Thermal radiation in the Unruh Effect

The following formula has been given in 't Hooft's black holes notes ($|\Omega \rangle$ is the vacuum state of Minkowski space, O is a operator):

$$\langle \Omega| O|\Omega \rangle = \sum_{n \ge 0} \langle n | O | n \rangle e^{-2 \pi n \omega}(1-e^{-2 \pi \omega})=Tr(O \rho_{\Omega})$$

How does this mean that the radiation is thermal and follows Plancks black body law?

1. Here, I read that $\langle O \rangle = \frac{1}{Z}\sum_n e^{-\beta E_n}\langle n |O|n\rangle$. How is this sum the same as that in the above expression?

2. How is the density matrix related to the law of black body radiation?
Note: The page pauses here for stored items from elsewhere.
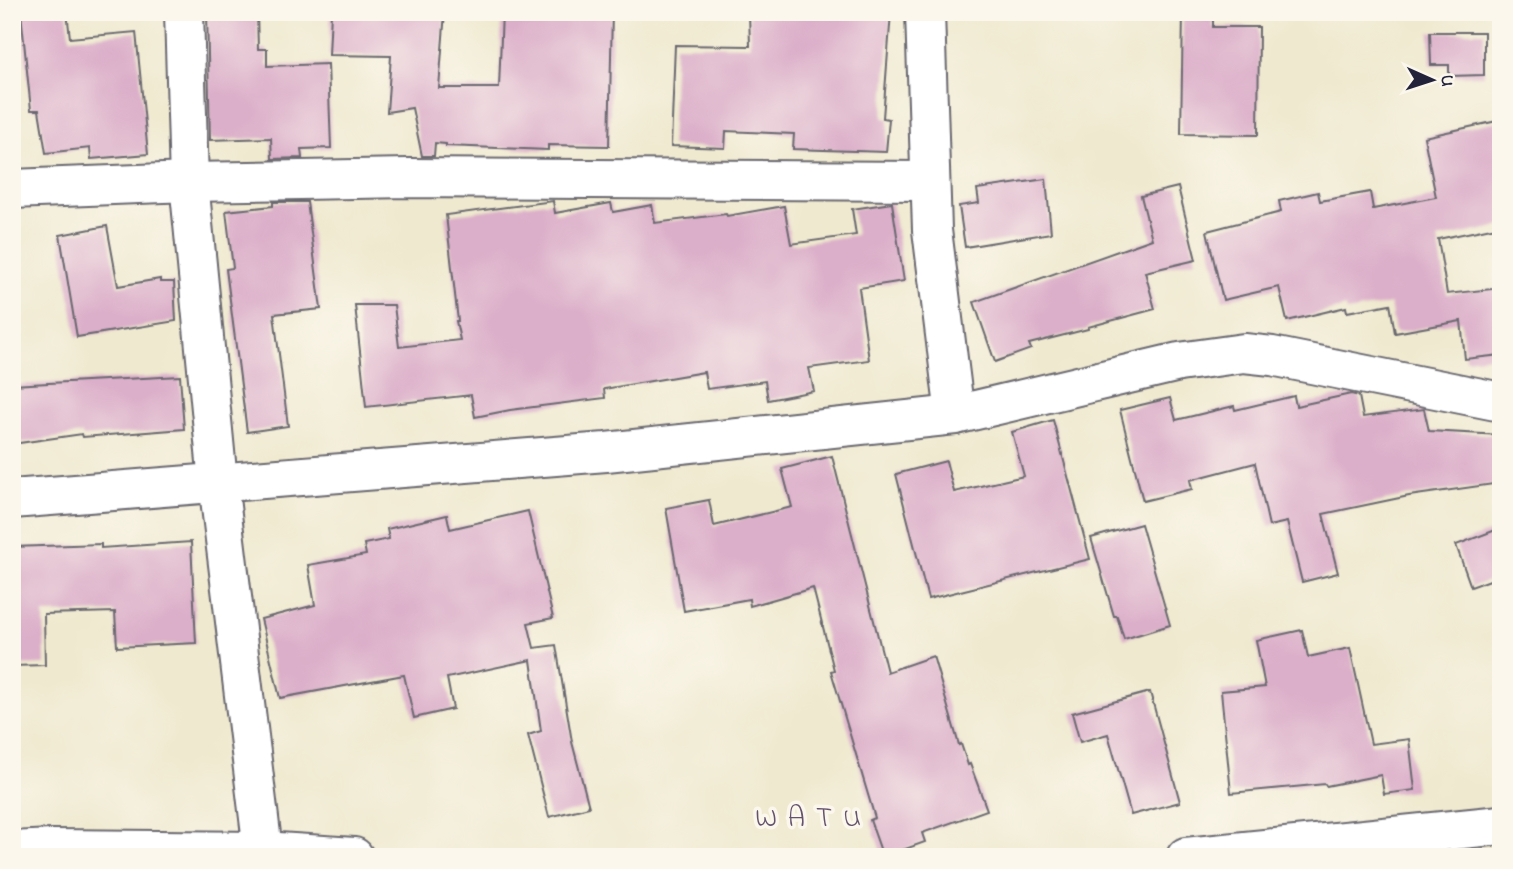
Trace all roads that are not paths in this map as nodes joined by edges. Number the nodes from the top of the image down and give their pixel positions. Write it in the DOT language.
graph roads {
  1 [pos="184,12"];
  2 [pos="925,12"];
  3 [pos="930,181"];
  4 [pos="189,182"];
  5 [pos="12,189"];
  6 [pos="1501,402"];
  7 [pos="955,415"];
  8 [pos="218,482"];
  9 [pos="12,499"];
  10 [pos="1501,825"];
  11 [pos="12,851"];
  12 [pos="263,851"];
  13 [pos="354,857"];
  14 [pos="1186,857"];
  1 -- 4 [label="street"];
  2 -- 3 [label="street"];
  3 -- 4 [label="street"];
  3 -- 7 [label="street"];
  4 -- 5 [label="street"];
  4 -- 8 [label="street"];
  6 -- 7 [label="street"];
  7 -- 8 [label="street"];
  8 -- 9 [label="street"];
  8 -- 12 [label="street"];
  10 -- 14 [label="street"];
  11 -- 12 [label="street"];
  12 -- 13 [label="street"];
}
How can I derive Planck's law from the expectation value of O in the first expression?

• $(1-e^{-2 \pi \omega})$ does not depends on $n$, so we don't care, it will be absorbed in the definition of $Z$ – Trimok Jul 8 '13 at 10:39

First, let's see the density matrix of thermal mixture (in some cases is the Planck's law): $$\rho_{Thermal}=\frac{1}{Z}\sum_{n=0}^{N}e^{-\beta E_n}|n\rangle \langle n|$$
Now we note that the expectation value $\langle \Omega|O|\Omega \rangle$ is equal to $$\frac{1}{Z}\sum_{n=0}^{N}e^{-\beta E_n}\langle n|O|n \rangle ,$$
with $Z=(1-e^{-2 \pi \omega})^{-1}$ and $\beta E_n=2 \pi n \omega$ (this expression give us the $\beta$).
The operator $O$ in $|n\rangle 's$ basis is simple a matrix $O_{nm}=\langle n|O| m\rangle$. Now is easy to see that $\langle \Omega| O|\Omega \rangle = Tr(O \rho_{Thermal})=$ $$\sum_{n=0}^{N}O_{n}\frac{e^{-\beta E_n}}{Z}.$$.